Moscow’s financial sector is somewhat hostage to what the authorities will tolerate — a dynamic not entirely absent in U.S. financial markets these days — but the underlying framework is telling. When analysts say that «risks are strengthening» for the economy, that is about as close to an alarm bell as one can sound in the current political climate. The savings dynamic, combined with impending constraints on oil exports, is creating a situation in which household behavior increasingly resembles the forces that drove the Soviet economy to ruin.
If households cannot access the goods they want because interest rates are too high, can only afford so many domestic or international vacations, and their real wages are not rising relative to what they typically consume, the high savings rate becomes a drag on the economy. Without increased spending and reduced saving, businesses will invest less to meet demand. This leads to slower wage growth even as the labor market remains tight.
What we are witnessing looks like a growing wedge between the debt-financed military component of the economy — which is no longer driving higher consumption — and the retrenchment in civilian consumer spending and business investment.
Some savings are protected by high deposit rates that hedge against inflation. However, the erosion of political trust — driven by internet shutdowns and increasingly intrusive interventions into daily life — will push more people toward cash, which loses value unless spent quickly. The wider this wedge grows between the military and civilian economies, the more painful the eventual adjustment will be for the civilian sector. This will eventually cascade through business and household balance sheets, leaving everyone poorer, more miserable, and more stressed by a state that may ultimately have to mobilize those savings through coercion. The government’s repeated bans on gasoline exports may help preserve domestic supply as global refined product markets seize up, but they also underscore to the public that the situation is not truly under control.

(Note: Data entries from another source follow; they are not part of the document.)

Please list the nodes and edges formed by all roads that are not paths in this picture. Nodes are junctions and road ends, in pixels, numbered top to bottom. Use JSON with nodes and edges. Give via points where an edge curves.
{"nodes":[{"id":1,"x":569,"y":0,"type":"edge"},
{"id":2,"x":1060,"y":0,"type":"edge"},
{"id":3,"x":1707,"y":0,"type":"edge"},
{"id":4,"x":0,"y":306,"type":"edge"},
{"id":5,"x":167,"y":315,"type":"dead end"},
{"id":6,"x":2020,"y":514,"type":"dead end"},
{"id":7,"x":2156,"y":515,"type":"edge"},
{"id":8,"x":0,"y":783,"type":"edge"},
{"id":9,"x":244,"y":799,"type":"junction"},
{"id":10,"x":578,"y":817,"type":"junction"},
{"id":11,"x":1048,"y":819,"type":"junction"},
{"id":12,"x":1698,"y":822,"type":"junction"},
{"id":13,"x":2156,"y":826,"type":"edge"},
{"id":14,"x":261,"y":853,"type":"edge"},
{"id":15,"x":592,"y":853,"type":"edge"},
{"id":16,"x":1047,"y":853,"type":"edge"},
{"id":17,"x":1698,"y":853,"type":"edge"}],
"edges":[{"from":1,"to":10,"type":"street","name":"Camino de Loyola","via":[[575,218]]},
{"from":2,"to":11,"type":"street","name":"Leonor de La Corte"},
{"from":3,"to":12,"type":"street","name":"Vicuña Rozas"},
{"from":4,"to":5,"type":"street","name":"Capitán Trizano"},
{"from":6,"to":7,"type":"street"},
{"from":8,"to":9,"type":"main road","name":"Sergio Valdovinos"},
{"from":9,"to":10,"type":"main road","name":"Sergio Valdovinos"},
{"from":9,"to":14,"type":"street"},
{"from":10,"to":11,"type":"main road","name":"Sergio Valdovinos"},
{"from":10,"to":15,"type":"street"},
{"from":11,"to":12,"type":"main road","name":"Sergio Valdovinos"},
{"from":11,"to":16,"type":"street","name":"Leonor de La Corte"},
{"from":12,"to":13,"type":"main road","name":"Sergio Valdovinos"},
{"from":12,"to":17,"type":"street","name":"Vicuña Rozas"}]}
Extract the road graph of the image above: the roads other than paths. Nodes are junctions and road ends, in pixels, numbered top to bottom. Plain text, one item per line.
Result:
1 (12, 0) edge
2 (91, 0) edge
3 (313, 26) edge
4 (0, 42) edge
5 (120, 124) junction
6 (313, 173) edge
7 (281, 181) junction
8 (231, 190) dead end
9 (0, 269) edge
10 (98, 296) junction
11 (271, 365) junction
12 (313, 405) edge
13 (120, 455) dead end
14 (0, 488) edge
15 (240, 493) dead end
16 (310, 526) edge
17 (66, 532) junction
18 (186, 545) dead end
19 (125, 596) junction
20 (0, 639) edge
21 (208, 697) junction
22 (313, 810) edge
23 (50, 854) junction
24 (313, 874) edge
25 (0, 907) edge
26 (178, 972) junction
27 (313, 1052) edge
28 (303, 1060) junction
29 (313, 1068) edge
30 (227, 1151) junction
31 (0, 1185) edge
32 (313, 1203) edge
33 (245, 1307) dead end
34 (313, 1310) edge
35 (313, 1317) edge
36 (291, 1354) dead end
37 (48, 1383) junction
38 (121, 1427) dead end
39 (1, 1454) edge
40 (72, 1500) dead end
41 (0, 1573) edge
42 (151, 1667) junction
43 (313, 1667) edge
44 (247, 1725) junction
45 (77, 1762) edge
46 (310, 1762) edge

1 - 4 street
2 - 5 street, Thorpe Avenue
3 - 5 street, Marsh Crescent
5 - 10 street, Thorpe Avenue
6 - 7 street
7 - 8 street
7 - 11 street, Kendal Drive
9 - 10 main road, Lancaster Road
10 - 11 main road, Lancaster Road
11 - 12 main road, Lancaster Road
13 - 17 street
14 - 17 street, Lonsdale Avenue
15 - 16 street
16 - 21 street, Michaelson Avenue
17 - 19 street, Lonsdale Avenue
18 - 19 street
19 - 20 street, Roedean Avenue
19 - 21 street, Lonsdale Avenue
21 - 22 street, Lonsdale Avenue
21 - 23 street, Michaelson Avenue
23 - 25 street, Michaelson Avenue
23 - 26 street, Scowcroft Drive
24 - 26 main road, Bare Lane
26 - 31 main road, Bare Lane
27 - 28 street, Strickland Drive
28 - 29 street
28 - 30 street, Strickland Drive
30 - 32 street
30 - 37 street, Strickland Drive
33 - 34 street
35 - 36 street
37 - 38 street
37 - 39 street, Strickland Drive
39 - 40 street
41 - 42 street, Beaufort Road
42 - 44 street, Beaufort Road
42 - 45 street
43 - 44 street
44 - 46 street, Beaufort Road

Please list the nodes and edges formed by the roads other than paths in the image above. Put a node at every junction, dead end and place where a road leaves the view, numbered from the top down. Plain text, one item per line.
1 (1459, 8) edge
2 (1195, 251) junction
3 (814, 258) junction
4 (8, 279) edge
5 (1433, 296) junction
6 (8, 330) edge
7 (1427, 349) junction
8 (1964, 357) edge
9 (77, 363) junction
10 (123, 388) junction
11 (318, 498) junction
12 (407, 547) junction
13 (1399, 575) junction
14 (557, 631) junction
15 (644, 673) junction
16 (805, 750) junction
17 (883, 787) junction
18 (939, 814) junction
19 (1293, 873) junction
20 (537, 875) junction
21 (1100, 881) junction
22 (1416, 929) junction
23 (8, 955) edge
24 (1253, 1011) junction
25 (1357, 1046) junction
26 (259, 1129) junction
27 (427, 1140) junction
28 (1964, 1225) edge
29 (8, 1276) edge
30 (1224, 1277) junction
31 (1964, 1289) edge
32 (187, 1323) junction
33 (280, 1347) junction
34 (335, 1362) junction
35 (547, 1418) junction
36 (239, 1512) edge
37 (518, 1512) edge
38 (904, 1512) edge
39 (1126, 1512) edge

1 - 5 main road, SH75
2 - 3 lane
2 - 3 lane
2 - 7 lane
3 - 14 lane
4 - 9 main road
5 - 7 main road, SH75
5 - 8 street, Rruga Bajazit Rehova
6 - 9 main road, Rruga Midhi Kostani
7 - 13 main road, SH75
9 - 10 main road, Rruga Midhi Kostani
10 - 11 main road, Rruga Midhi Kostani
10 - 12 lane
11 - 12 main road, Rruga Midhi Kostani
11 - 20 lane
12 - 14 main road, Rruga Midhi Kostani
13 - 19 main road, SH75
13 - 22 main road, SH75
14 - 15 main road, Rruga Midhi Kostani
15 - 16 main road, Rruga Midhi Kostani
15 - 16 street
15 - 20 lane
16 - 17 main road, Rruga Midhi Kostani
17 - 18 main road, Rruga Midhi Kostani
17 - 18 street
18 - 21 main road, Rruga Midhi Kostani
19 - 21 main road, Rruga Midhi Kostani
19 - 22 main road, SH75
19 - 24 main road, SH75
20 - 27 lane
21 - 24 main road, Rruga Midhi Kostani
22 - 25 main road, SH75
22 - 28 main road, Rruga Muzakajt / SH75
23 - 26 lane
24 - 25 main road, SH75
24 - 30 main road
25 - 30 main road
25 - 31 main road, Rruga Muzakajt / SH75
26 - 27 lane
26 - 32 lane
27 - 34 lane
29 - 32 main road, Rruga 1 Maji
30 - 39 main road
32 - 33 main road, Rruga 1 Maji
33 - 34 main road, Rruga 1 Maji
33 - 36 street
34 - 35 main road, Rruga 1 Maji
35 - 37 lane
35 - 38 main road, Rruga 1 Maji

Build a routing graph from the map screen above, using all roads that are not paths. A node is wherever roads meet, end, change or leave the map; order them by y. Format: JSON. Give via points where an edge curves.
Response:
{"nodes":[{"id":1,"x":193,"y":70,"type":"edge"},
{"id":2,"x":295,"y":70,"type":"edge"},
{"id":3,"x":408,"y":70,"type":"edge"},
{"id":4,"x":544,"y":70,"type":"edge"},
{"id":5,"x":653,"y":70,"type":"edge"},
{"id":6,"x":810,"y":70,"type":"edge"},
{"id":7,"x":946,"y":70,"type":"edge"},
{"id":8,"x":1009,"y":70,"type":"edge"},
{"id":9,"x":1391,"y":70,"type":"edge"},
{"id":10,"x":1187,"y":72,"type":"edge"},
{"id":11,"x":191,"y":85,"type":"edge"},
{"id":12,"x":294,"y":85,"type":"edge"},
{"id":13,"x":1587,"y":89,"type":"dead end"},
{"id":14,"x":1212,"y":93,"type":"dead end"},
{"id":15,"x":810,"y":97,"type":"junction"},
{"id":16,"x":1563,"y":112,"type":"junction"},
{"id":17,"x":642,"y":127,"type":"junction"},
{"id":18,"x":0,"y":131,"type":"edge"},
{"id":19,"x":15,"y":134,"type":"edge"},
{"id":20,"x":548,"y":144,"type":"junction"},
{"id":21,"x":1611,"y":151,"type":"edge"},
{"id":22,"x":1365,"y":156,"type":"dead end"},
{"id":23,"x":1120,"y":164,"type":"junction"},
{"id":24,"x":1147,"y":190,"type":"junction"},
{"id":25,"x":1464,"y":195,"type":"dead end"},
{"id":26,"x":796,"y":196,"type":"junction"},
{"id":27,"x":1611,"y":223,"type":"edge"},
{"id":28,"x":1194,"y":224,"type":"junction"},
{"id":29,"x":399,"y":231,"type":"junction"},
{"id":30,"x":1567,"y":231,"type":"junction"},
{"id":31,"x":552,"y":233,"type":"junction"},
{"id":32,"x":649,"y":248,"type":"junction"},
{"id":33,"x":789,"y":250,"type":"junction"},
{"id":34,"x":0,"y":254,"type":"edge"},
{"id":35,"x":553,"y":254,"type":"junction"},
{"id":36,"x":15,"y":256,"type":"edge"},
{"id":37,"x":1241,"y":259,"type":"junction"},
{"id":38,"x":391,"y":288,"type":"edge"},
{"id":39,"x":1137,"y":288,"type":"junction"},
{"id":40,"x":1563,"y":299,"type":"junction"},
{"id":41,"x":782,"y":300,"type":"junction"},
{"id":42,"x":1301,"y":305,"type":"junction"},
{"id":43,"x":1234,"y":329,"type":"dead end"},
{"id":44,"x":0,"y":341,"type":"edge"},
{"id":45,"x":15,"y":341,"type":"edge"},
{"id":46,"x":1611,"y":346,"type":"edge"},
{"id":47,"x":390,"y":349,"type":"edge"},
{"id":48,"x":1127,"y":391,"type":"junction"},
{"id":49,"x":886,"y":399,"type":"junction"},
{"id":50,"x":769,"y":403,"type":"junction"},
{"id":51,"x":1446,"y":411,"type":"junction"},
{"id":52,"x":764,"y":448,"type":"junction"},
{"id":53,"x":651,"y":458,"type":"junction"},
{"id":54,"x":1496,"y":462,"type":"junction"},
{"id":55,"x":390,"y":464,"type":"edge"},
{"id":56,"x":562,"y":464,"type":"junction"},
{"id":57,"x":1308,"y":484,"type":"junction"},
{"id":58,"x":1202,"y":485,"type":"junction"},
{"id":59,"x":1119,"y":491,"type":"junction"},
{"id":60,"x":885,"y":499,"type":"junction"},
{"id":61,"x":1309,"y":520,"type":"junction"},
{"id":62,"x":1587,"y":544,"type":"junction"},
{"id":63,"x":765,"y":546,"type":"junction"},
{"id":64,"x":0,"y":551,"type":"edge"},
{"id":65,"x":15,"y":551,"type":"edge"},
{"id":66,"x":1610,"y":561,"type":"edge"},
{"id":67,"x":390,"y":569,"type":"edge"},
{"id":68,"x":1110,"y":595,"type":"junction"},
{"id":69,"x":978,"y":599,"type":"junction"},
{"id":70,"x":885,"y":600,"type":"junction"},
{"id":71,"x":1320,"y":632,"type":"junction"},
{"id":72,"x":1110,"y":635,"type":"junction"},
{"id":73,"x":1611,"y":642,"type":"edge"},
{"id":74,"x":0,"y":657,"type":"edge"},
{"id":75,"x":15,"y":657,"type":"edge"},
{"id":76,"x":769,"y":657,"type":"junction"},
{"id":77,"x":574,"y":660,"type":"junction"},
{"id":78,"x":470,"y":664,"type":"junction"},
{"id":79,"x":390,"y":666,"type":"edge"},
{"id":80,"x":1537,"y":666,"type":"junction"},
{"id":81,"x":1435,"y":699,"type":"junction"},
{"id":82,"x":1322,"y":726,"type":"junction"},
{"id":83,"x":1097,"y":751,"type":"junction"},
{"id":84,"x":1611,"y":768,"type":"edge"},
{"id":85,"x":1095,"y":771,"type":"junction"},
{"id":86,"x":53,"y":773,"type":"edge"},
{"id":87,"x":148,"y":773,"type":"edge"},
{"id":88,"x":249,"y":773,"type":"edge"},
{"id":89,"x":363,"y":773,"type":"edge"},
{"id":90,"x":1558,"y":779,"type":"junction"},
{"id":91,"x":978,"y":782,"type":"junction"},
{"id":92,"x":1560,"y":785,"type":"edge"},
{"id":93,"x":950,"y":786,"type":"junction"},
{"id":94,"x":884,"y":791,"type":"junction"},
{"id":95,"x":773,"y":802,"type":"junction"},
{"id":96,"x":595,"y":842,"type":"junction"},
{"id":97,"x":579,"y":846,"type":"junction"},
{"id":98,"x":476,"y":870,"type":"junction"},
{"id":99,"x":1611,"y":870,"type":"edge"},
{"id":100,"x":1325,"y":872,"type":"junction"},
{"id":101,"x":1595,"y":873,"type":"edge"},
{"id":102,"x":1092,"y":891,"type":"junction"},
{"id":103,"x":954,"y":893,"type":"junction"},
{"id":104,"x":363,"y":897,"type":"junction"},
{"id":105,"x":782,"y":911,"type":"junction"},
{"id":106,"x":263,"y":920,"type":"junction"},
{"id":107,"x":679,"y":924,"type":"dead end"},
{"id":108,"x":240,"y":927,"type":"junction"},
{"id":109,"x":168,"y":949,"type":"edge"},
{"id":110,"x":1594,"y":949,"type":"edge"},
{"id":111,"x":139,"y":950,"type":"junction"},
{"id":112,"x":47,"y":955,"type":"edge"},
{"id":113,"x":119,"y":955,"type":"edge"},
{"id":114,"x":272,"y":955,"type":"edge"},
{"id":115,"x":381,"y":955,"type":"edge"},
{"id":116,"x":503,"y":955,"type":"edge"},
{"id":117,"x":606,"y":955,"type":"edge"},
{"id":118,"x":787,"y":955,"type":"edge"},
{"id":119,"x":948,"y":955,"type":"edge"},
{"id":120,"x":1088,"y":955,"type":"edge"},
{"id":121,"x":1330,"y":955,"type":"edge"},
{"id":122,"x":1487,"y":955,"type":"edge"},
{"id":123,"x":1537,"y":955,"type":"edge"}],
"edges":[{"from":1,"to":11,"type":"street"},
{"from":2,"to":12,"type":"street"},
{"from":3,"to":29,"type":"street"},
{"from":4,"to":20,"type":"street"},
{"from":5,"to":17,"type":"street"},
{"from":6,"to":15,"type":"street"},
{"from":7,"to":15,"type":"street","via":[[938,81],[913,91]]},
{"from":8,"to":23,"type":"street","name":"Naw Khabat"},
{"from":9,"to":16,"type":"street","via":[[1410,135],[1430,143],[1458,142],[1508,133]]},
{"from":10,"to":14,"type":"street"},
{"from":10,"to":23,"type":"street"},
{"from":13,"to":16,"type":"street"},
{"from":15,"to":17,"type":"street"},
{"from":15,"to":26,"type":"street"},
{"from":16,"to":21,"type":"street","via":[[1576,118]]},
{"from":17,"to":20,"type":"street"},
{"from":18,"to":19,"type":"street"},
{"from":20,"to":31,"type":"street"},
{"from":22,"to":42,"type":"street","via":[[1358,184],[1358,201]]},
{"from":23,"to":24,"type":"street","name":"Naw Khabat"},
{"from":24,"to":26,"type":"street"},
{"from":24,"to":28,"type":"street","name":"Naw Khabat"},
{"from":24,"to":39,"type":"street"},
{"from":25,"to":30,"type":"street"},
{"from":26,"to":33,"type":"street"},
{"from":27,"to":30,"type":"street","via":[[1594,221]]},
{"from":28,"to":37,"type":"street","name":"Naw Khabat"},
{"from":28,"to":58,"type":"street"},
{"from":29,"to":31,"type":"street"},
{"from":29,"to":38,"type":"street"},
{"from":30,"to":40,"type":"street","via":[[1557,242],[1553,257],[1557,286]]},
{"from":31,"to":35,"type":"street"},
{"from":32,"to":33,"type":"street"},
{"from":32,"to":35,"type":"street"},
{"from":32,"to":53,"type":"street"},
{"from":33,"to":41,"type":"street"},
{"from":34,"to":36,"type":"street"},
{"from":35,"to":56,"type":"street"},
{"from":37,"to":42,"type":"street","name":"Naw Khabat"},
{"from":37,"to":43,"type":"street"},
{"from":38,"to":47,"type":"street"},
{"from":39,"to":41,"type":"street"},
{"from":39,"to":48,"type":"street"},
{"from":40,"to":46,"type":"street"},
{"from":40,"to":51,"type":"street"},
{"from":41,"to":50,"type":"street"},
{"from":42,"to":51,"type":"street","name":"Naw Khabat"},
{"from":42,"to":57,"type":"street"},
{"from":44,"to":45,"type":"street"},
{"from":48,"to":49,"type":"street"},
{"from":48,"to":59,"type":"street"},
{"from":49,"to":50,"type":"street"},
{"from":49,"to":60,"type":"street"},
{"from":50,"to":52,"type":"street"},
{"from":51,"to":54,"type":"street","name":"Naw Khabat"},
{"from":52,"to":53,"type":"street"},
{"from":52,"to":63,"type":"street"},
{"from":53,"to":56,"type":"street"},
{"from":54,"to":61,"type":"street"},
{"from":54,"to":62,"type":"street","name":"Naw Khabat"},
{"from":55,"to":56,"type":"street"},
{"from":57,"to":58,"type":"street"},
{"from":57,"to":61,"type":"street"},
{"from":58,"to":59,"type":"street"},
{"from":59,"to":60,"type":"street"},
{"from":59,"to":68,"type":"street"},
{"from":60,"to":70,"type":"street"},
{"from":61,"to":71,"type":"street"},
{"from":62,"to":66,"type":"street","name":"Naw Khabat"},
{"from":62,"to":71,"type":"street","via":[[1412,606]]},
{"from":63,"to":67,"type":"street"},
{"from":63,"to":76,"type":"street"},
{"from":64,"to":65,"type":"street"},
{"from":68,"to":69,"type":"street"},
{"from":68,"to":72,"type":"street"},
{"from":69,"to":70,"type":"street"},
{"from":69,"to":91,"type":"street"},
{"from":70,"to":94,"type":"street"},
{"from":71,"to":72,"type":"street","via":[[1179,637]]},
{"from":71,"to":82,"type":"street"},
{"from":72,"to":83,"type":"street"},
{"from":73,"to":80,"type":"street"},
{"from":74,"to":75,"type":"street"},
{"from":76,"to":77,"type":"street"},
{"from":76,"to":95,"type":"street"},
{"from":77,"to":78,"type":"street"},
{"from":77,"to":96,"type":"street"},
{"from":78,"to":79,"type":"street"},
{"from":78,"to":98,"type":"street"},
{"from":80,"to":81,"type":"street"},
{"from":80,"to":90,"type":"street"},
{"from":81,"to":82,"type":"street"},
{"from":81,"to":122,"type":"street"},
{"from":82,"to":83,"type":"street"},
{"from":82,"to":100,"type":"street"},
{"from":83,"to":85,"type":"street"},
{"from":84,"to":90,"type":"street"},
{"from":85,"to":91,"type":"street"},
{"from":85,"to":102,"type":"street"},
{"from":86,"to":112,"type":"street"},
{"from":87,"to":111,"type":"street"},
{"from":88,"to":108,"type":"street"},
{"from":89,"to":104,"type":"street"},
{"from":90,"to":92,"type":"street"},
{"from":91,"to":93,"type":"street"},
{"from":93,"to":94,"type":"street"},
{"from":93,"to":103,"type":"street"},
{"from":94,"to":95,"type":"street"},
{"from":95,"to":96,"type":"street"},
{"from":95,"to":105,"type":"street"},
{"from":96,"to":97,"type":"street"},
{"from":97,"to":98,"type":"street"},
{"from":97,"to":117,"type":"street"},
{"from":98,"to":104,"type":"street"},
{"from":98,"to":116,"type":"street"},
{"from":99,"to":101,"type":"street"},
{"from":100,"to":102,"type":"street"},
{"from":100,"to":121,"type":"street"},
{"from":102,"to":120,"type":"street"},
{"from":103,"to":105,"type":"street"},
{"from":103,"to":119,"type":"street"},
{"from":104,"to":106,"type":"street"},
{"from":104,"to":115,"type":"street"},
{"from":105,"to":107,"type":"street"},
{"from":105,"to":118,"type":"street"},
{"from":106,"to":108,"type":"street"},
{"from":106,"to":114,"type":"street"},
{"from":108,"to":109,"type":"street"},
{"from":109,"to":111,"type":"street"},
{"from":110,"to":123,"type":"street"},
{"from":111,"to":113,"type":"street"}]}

We can no longer say the military economy is ticking along safely either. Ukraine’s newly developed ballistic missile and long-range drone capabilities are finally imposing material costs on Russia’s military-industrial base. Before the most recent strikes exposed gaps in air defense, electronics production, and ballistic/air defense missile manufacturing capacity, TsMAKP’s estimates already showed that industries not dominated by defense production were operating below levels seen in spring 2023. Any interruptions to military production lines may not register significantly in headline macroeconomic data, but they introduce new layers of risk. Assuming contracts have returned to normal terms, vendors are paying roughly half upfront with the balance on delivery. Every day, week, or month of delay or interruption heightens balance-sheet risks.
The depth of what lies ahead is debatable. However, the only realistic way to change the economy’s trajectory this year would be meaningful fiscal stimulus. Merely sustaining current spending levels falls far short. Not only must some degree of fiscal stimulus be applied (acknowledging inflationary constraints), but it must be directed in a fundamentally different way — toward capacities that support genuine long-term growth, such as major investments in roads, rail, telecoms, and public health. These would create pricing pressures but would at least lay groundwork for future development.
With each passing month, Russia’s leadership increasingly resembles passengers sitting in a railcar with the curtains drawn, pretending they are moving forward when in fact they are completely off the tracks.